« ALIVE » : comme un cri viscéral, un leitmotiv, un appel. Dans le travail de Lydie Jean-Dit-Pannel, le désir de vie prend la forme d’un art manifeste qui milite pour toujours être une lutte contre la mort , un moyen de congédier l’apathie, l’oubli et la destruction. L’artiste n’en laisse pas le choix. Ses formats saturent l’espace, ses couleurs éclatent à la rétine et ses motifs se répandent de façon obsessionnelle, réveillant les sensations pour mieux éveiller les consciences. En réponse à la crise globale du vivant, devenue marqueur de notre époque, elle oppose les formes-affects d’un art pensé à vif qui exprime une pure urgence à être.

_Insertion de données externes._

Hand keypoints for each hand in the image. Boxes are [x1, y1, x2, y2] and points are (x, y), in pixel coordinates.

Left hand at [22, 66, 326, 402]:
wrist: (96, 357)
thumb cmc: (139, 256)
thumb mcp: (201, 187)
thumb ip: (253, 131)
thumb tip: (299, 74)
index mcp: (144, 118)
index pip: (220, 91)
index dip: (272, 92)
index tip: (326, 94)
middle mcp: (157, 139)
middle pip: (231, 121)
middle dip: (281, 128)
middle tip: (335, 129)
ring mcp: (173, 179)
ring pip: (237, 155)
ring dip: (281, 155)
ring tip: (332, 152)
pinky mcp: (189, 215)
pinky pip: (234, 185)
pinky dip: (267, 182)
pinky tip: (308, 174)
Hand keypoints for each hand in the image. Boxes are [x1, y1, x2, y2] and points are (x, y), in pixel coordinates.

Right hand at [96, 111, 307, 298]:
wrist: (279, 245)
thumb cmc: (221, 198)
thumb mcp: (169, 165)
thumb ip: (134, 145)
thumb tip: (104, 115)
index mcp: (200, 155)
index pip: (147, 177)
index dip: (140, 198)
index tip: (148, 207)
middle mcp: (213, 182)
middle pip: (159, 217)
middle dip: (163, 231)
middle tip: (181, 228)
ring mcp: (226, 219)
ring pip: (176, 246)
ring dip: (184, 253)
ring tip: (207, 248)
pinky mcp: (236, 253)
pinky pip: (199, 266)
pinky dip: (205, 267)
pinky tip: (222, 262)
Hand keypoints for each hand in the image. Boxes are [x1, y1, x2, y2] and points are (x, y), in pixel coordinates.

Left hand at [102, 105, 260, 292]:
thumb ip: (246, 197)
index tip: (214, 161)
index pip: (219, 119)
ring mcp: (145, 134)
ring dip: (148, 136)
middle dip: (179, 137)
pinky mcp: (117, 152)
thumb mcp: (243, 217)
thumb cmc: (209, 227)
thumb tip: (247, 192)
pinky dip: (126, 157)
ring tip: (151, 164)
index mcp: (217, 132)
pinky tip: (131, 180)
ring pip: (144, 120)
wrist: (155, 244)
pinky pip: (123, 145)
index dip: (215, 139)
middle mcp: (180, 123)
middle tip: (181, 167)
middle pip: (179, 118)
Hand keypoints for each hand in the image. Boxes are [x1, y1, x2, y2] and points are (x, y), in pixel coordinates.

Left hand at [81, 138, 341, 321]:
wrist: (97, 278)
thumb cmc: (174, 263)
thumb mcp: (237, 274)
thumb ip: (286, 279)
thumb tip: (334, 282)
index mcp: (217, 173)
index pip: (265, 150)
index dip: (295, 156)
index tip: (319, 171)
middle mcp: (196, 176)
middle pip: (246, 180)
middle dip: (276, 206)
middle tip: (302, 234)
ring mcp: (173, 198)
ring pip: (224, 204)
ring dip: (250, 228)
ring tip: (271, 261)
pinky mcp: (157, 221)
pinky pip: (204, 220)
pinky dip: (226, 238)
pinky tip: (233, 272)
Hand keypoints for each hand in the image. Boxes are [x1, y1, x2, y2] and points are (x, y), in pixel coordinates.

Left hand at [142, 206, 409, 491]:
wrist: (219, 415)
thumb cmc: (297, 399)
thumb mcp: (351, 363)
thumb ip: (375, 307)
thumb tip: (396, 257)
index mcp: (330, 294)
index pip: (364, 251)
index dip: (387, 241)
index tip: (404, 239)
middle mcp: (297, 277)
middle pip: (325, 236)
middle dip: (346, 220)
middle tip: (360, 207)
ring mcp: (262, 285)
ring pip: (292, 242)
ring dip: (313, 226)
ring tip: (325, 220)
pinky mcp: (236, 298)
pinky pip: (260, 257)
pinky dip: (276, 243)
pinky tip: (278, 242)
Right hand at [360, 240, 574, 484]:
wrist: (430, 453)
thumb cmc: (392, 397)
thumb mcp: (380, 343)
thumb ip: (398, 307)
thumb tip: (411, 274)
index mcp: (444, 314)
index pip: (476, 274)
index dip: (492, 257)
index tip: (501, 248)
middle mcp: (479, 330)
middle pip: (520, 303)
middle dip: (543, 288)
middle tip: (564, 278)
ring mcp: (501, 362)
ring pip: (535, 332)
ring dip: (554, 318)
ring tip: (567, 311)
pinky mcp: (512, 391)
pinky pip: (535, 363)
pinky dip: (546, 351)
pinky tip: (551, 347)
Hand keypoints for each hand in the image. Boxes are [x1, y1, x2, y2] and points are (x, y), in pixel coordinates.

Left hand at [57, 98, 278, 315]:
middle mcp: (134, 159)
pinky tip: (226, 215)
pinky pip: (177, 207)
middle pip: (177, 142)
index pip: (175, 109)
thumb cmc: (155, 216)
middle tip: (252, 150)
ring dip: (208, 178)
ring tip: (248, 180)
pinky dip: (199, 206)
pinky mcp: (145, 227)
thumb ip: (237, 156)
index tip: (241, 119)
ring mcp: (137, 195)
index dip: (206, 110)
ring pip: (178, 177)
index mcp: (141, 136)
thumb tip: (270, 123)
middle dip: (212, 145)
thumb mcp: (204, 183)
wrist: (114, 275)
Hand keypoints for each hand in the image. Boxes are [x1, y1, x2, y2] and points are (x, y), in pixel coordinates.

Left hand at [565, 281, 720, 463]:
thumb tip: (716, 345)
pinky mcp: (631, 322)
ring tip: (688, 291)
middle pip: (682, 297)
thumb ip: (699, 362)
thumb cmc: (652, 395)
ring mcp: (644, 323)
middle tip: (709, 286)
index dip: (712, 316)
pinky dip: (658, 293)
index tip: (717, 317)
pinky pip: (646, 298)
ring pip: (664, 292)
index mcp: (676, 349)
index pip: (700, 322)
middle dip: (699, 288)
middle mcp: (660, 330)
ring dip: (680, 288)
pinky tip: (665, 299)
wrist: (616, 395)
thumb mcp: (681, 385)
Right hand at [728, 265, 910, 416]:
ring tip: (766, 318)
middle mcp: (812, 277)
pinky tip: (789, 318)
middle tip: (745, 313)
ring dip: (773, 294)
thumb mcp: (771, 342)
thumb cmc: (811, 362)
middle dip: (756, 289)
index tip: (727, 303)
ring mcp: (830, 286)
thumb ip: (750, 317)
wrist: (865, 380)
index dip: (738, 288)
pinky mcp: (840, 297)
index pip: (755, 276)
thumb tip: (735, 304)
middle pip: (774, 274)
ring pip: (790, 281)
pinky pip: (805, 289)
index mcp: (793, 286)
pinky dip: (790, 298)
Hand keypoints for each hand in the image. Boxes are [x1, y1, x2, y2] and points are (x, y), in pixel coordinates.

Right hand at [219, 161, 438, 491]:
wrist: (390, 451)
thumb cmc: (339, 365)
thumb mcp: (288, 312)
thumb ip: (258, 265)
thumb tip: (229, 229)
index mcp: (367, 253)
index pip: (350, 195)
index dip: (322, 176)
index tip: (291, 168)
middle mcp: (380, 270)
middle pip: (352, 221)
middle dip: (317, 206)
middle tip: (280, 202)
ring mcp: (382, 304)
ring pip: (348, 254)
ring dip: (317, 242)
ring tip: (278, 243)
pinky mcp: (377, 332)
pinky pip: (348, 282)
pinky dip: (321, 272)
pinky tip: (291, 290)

Face aux politiques de l’indifférence et au déni général qu’elles causent, Lydie Jean-Dit-Pannel sonne l’alerte. Ses projets sont ainsi motivés par le besoin de rendre visibles les ennemis du vivant, de la biosphère et des écosystèmes, qu’elle cible la menace du danger nucléaire, la pollution spatiale ou l’extinction massive de la faune. À travers l’emploi d’un vocabulaire plastique simple et le recours à une iconographie populaire, empruntée au cinéma américain, à la mythologie grecque ou à l’imagerie de cartes postales, elle délivre des messages immédiatement lisibles, aussi directs qu’un coup de poing, qui sollicitent notre empathie tout en nous sommant de répondre : qu’a-t-on fait pour empêcher la détresse des animaux qu’on enferme dans les zoos ? Comment en est-on arrivé à tirer une jouissance esthétique des images de l’effondrement du monde ? Vers quel ailleurs regarde-t-on alors qu’on sait que la maison brûle ?
La vie a chez elle un visage, celui de la créature ailée, qui prend les traits d’un oiseau ou du personnage de Psyché. Cet alter-ego, qui sillonne le monde à la recherche de son amant Eros, le même que Freud identifie à la pulsion vitale, exprime toute l’ambiguïté de son sentiment existentiel : on peut aimer la vie jusqu’à s’y perdre. Échouée sur les paysages pollués par l’énergie atomique ou contaminés par la toxicité idéologique, Psyché est une amoureuse passionnée et déçue qui veut y croire tout en se sachant trahie. Incarnation céleste, figure-papillon, elle laisse ainsi bruisser ses ailes auprès des oiseaux qui tantôt chantent en chœur, tantôt appellent à l’aide. Portant le deuil de sa sœur chouette, qui lui donne un dernier baiser, ou vent debout aux côtés du geai qui, de son cri râpeux, défie les intrus, Lydie Jean-Dit-Pannel a le cœur volatil et l’envie rageuse de prendre son envol.
Alors survivre, ou vivre deux fois : comme on persévère dans l’être quand la mort vous guette, comme on redouble de force pour rendre la vie plus intense. Entourée de ses héroïnes et de ses fantômes, Lydie Jean-Dit-Pannel pratique le plus-de-vie, la dépense de ses énergies en excès, pour prévenir de l’imminence de la catastrophe et de la possibilité du pire. Marcher sans but, éprouver son corps dans l’action pure et solitaire, relève alors pour elle de l’acte vital : Nowhere est son futur, et peut-être aussi le nôtre.
Florian Gaité
1 La formule est d’André Malraux reprise par Gilles Deleuze dans sa conférence « Qu’est-ce que l’acte de création ? » (La Fémis, Paris, 1987).